▶ [TASK TO COMPLETE] Retrieve every line of the data holding the word "Matloob".

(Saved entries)

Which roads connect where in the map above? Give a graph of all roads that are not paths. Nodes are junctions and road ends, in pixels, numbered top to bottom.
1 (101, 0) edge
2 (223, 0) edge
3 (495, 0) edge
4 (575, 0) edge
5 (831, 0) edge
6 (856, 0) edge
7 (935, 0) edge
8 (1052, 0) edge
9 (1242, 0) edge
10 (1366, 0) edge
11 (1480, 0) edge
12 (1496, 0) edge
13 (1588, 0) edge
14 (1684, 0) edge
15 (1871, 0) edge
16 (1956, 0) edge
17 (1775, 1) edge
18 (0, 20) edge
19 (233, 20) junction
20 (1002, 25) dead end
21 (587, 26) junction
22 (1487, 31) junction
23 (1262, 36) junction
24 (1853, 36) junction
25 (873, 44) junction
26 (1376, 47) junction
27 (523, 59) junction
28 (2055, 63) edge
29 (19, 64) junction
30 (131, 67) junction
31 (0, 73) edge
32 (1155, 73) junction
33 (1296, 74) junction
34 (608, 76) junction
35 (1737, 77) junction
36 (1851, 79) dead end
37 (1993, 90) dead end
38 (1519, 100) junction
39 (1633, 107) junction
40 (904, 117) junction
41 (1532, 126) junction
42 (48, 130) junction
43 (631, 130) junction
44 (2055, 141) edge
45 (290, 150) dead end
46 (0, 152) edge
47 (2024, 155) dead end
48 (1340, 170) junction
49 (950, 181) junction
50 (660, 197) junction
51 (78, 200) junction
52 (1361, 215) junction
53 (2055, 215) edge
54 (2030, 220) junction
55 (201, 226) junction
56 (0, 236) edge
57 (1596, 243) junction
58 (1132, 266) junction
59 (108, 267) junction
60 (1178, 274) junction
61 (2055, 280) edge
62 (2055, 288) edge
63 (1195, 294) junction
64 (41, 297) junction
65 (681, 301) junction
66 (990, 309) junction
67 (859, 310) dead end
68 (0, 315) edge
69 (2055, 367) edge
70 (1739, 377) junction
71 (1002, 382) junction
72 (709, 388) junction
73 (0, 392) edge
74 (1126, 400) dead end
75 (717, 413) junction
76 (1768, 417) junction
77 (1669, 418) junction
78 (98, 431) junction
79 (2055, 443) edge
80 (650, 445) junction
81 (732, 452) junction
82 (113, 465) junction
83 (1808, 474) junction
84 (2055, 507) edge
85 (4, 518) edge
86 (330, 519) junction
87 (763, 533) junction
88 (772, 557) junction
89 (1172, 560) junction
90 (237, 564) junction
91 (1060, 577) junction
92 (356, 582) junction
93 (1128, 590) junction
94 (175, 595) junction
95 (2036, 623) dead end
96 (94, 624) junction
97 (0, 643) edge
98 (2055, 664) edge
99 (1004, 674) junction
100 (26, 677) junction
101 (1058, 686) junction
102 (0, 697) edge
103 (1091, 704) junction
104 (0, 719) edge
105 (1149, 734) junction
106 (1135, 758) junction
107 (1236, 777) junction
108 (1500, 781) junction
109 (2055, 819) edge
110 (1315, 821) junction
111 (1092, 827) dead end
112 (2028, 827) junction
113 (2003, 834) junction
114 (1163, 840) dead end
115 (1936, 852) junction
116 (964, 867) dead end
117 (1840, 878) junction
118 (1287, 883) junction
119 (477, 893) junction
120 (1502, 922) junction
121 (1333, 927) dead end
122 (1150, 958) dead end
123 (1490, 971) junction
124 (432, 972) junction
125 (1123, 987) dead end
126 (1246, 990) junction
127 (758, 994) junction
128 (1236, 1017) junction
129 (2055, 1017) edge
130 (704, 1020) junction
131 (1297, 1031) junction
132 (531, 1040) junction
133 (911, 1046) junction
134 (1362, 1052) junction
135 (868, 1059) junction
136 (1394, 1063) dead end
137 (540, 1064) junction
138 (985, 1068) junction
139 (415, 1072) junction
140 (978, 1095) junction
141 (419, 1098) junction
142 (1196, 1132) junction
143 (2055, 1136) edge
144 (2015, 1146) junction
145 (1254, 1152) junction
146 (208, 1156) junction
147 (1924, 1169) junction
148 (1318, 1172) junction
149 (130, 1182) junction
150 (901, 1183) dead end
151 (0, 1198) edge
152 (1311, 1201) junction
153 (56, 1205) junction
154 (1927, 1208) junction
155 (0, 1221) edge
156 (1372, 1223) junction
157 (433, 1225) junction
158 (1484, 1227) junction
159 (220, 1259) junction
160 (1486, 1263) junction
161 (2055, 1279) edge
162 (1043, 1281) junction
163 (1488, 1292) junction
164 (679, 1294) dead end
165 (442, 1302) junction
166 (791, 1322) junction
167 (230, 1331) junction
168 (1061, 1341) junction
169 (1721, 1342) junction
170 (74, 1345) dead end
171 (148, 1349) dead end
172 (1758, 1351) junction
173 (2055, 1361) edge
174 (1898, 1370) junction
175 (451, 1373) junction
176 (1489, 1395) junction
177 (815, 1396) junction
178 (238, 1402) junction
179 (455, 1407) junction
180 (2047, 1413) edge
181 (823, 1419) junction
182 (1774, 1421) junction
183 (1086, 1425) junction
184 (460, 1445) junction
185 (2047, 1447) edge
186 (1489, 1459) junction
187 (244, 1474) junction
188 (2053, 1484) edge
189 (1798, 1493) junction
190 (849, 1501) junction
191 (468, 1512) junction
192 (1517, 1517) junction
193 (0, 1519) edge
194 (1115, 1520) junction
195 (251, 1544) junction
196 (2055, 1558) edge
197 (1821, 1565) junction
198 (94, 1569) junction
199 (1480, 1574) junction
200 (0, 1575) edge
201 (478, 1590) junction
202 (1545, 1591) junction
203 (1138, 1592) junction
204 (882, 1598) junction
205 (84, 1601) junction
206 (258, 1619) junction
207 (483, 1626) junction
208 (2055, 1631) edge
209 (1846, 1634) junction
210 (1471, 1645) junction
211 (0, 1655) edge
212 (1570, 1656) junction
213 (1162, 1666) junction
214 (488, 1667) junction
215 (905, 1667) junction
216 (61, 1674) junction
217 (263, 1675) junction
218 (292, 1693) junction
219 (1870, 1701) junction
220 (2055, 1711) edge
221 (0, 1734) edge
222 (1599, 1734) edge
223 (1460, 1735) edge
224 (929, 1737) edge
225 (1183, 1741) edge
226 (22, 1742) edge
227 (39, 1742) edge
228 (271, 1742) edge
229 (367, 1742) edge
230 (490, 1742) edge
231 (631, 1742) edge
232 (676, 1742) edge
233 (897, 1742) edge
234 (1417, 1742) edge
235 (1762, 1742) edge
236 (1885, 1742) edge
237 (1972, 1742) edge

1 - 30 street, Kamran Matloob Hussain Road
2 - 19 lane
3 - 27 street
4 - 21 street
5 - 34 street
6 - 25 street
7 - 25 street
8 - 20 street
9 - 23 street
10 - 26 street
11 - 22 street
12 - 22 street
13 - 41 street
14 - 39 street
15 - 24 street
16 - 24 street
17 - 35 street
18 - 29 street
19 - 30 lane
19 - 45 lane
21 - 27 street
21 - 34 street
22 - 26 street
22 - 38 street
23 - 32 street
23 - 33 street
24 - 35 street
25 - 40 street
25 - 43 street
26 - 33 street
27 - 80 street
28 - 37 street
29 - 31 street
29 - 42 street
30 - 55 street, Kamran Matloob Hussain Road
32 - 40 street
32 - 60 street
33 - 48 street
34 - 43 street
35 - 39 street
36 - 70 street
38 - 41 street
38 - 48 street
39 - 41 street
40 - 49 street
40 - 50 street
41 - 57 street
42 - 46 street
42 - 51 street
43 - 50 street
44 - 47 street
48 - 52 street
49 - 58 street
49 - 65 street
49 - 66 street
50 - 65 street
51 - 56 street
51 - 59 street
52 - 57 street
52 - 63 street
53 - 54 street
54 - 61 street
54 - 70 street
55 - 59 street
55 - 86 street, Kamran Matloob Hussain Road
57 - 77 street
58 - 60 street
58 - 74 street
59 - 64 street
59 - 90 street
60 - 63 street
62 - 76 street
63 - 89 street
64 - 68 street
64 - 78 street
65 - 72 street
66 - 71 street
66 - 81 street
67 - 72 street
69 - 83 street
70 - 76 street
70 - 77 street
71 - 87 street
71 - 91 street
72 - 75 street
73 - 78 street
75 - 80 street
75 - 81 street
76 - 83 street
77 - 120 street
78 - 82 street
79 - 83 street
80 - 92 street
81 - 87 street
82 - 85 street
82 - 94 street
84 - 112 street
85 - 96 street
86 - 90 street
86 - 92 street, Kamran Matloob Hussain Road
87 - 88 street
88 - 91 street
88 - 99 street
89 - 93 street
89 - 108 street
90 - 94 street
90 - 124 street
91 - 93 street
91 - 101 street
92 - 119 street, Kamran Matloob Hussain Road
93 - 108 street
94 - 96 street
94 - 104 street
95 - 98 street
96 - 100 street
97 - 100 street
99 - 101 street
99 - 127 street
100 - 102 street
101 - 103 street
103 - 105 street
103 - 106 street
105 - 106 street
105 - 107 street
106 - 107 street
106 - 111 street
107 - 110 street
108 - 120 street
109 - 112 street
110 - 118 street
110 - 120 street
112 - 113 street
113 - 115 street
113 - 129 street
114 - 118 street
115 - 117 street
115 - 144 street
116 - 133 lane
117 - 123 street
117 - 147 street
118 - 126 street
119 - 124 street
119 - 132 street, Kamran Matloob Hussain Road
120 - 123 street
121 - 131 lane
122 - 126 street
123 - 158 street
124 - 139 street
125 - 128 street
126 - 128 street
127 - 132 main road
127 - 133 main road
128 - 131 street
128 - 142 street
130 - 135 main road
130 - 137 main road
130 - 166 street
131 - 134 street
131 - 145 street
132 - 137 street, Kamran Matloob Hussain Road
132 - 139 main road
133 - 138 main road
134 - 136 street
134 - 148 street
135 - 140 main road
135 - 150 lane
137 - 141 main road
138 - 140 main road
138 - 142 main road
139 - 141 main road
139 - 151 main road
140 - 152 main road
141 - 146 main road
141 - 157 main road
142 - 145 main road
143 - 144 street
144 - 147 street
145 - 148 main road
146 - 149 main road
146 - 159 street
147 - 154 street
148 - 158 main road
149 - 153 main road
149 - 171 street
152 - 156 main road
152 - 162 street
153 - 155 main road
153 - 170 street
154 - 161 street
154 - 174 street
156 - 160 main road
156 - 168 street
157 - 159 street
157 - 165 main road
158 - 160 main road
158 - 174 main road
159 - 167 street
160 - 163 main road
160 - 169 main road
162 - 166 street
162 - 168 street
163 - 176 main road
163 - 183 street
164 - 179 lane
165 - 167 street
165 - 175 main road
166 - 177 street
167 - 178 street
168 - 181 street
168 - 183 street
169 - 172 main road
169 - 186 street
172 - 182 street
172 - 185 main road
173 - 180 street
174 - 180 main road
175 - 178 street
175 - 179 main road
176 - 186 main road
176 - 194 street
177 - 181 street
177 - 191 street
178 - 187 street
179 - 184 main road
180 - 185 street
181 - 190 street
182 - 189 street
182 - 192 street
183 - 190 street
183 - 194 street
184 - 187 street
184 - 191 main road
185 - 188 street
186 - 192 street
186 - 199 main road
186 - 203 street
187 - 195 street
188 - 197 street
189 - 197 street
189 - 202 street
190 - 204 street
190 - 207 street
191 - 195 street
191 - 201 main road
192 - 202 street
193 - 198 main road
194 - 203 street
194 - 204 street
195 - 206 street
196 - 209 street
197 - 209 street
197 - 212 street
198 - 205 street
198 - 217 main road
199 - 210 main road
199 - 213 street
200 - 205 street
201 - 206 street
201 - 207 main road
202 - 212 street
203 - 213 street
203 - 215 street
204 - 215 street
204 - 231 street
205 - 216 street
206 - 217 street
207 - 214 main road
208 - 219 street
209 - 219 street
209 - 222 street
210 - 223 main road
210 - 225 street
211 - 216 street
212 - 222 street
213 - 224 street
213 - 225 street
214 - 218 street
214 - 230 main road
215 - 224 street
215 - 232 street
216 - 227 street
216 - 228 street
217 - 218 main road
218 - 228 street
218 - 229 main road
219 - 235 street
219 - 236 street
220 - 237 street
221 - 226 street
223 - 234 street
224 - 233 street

▶ [SOLUTION TO THIS PROBLEM]
1 - 30 street, Kamran Matloob Hussain Road
30 - 55 street, Kamran Matloob Hussain Road
55 - 86 street, Kamran Matloob Hussain Road
86 - 92 street, Kamran Matloob Hussain Road
92 - 119 street, Kamran Matloob Hussain Road
119 - 132 street, Kamran Matloob Hussain Road
132 - 137 street, Kamran Matloob Hussain Road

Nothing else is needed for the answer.